[YOUR TASK] Which lines in the records below include the word "paths"? Report each of them in full.

INFORMATION GIVEN: Begin

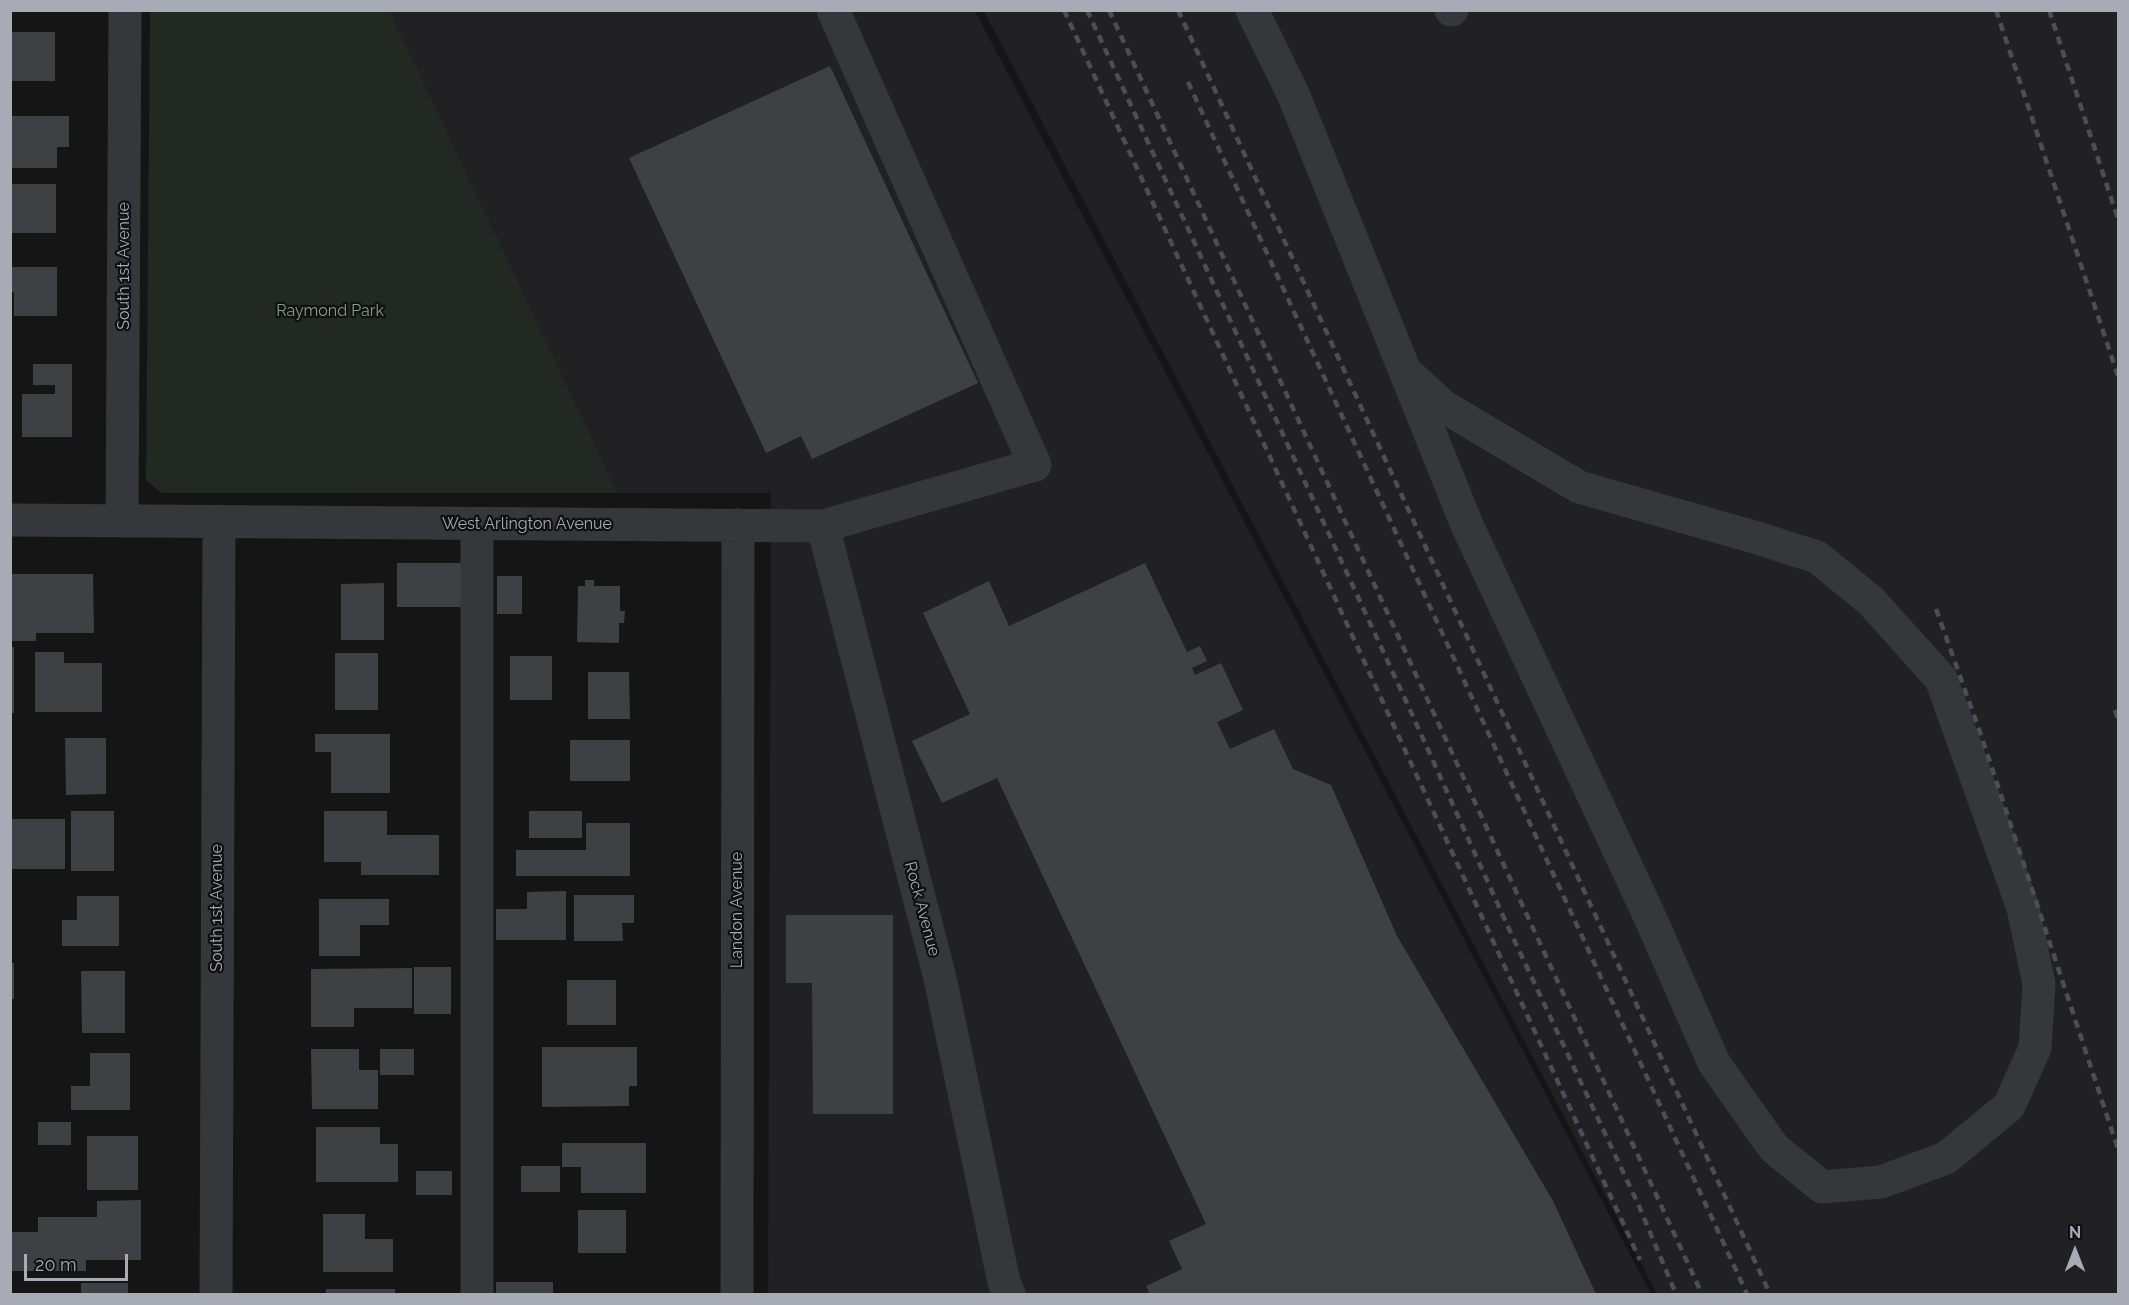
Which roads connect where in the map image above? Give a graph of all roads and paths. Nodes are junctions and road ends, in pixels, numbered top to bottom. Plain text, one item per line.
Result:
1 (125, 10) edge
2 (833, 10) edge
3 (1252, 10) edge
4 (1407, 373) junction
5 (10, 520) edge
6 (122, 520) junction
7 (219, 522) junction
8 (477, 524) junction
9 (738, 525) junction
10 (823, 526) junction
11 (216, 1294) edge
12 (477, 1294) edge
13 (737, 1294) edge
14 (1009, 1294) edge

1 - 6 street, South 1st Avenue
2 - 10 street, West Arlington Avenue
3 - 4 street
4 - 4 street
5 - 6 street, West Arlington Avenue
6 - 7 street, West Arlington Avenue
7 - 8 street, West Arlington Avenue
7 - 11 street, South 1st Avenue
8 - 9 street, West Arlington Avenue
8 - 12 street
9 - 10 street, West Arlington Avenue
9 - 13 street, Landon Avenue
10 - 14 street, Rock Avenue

INFORMATION GIVEN: End
INFORMATION GIVEN: Begin

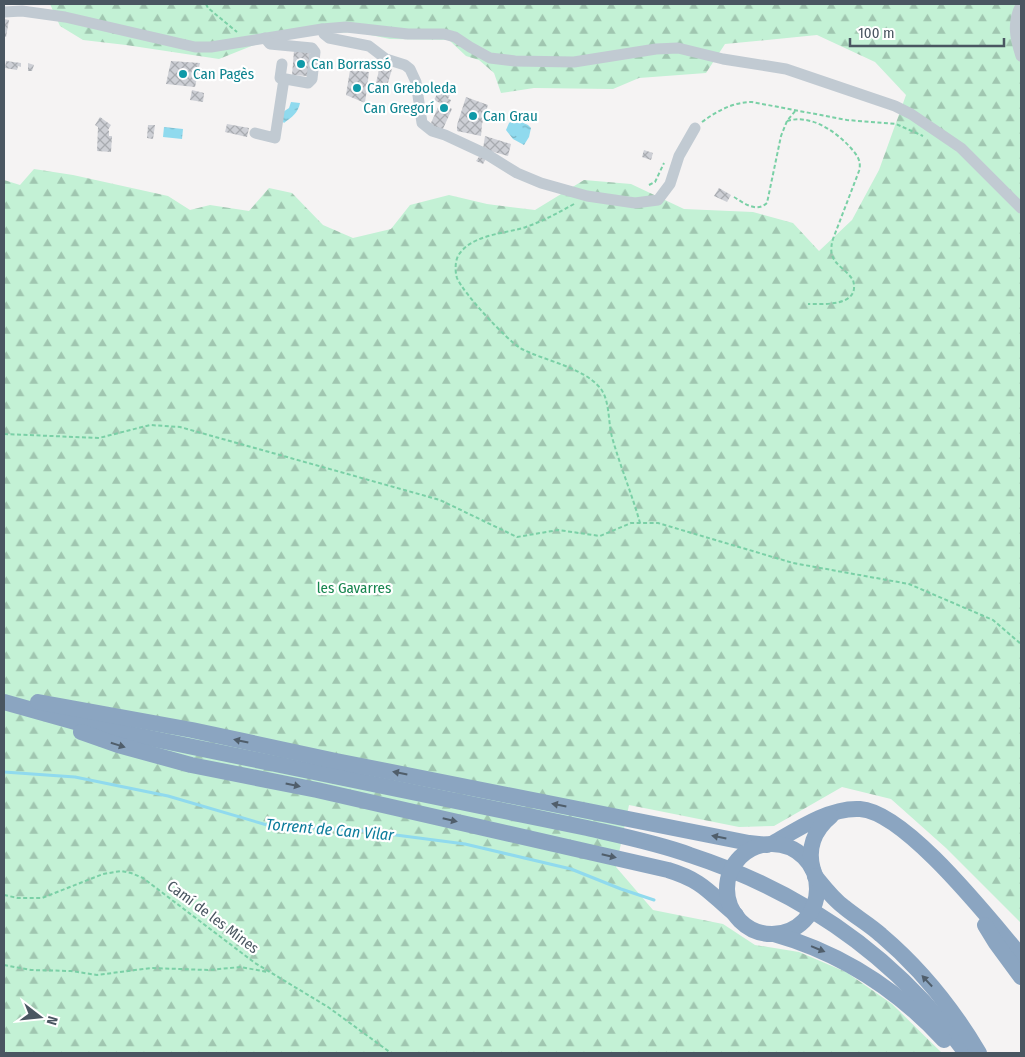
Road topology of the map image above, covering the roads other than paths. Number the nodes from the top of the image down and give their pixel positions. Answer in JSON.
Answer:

INFORMATION GIVEN: End

[TASK RESULT]
Which roads connect where in the map image above? Give a graph of all roads and paths. Nodes are junctions and road ends, in pixels, numbered top to bottom. Plain text, one item per line.
Road topology of the map image above, covering the roads other than paths. Number the nodes from the top of the image down and give their pixel positions. Answer in JSON.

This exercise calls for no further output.